Output Sampling Configuration
- class eir.setup.schema_modules.output_schemas_sequence.SequenceOutputSamplingConfig(
- manual_inputs: Sequence[dict[str, str]] = (),
- n_eval_inputs: int = 10,
- generated_sequence_length: int = 64,
- repetition_penalty: float = 1.1,
- repetition_penalty_max_window: int = 64,
- frequency_penalty: float = 0.1,
- frequency_penalty_max_window: int = 128,
- temperature: float = 0.7,
- top_k: int = 20,
- top_p: float = 0.9,
- tau: float = 0.95,
- Parameters:
manual_inputs –
Manually specified inputs to use for sequence generation. This is useful if you want to generate sequences based on a specific input. Depending on the input type, different formats are expected:
sequence: A string written directly in the.yamlfile.omics: A file path to NumPy array of shape(3, n_SNPs)on disk.image: An image file path on disk.tabular: A mapping of(column key: value)written directly in the.yamlfile.array: A file path to NumPy array on disk.bytes: A file path to a file on disk.

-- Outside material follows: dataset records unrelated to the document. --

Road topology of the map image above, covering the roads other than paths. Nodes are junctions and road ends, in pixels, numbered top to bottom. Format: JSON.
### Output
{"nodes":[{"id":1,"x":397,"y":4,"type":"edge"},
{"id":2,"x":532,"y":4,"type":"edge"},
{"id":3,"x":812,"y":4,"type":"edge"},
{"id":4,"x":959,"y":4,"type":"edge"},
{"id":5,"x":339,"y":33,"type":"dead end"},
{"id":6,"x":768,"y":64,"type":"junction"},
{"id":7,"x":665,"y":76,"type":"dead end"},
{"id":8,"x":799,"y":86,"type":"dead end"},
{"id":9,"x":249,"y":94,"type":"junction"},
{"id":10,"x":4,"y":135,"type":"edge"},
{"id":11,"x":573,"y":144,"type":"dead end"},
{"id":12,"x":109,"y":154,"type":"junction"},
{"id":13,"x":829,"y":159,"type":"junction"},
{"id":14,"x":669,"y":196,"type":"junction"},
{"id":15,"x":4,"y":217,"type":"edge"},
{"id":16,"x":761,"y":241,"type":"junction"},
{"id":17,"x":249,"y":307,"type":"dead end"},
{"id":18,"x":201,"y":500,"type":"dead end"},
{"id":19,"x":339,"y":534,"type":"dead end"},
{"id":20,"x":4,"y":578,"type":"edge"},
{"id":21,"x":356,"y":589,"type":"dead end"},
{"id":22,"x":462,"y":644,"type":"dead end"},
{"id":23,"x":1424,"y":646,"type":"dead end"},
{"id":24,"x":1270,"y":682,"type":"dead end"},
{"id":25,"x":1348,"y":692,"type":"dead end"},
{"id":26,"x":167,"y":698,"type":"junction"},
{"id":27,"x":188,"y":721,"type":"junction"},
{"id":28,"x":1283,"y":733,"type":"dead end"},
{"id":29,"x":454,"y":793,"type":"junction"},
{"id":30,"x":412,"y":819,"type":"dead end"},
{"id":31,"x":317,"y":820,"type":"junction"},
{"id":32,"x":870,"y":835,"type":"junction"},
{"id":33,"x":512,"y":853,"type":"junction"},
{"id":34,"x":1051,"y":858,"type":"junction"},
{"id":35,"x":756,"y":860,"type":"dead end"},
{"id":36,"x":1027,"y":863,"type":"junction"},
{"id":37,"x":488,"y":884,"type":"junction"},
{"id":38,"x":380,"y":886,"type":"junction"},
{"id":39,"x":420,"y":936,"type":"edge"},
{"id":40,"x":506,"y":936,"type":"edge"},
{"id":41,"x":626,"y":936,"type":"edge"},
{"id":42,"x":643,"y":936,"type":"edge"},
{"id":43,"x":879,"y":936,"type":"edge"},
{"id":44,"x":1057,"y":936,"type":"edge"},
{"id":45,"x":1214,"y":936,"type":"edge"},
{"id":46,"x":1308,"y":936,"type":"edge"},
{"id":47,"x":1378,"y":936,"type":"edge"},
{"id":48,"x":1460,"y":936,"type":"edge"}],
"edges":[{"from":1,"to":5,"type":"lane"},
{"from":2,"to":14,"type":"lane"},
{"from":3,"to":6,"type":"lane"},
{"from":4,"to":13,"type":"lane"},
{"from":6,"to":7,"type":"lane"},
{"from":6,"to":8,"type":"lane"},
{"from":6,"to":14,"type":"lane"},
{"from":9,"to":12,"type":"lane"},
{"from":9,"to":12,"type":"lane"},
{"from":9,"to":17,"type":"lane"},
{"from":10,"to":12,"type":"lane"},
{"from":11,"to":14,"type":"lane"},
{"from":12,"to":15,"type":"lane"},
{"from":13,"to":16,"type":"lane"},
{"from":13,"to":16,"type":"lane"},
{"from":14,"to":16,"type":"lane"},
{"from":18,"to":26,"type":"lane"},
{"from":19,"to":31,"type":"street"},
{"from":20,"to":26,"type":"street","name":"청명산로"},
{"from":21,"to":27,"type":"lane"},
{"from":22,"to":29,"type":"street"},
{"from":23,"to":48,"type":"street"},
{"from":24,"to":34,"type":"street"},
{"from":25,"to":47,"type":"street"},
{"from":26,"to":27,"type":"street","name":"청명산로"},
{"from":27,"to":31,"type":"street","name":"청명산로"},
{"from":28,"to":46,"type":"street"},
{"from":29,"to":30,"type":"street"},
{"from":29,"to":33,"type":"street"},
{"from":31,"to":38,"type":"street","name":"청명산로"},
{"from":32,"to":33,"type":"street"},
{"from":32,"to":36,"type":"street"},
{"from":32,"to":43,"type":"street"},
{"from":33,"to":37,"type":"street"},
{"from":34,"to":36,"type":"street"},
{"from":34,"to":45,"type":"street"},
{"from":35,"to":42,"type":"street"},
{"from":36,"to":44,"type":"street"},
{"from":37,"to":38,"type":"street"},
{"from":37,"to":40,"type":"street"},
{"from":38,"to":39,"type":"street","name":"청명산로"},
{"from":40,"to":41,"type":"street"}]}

n_eval_inputs – The number of inputs automatically sampled from the validation set for sequence generation.
generated_sequence_length – The length of the output sequences that are generated.
temperature – Controls the randomness of predictions by scaling the logits before applying softmax. A higher temperature results in more random predictions, while a lower temperature results in more deterministic predictions.
repetition_penalty – Discourages repetition by reducing the probability of tokens that have already appeared in the generated text. Values greater than 1.0 apply the penalty, with higher values (1.2-1.5) reducing repetition more aggressively. A value of 1.0 disables this feature.
repetition_penalty_max_window – The maximum number of most recent tokens to consider when applying the repetition penalty. A smaller window focuses on preventing local repetition, while a larger window prevents repetition across the entire sequence.
frequency_penalty – Reduces the probability of tokens proportional to how frequently they’ve appeared in the generated text. Unlike repetition penalty, this scales with usage count. Positive values (0.1-0.3) increase diversity, with higher values producing more varied vocabulary.
frequency_penalty_max_window – The maximum number of most recent tokens to track when calculating token frequencies for the frequency penalty. Larger windows maintain longer-term memory of word usage patterns.
top_k – The number of top candidates to consider when sampling the next token in an output sequence. By default, the model considers the top 20 candidates
top_p – The cumulative probability of the top candidates to consider when sampling the next token in an output sequence. For example, if top_p is 0.9, the model will stop sampling candidates once the cumulative probability of the most likely candidates reaches 0.9.
tau – Controls locally typical sampling by filtering tokens based on how close their probabilities are to the expected distribution. Values range from 0.0 to 1.0, where 1.0 disables the filter. Lower values produce more consistent text by removing outlier tokens.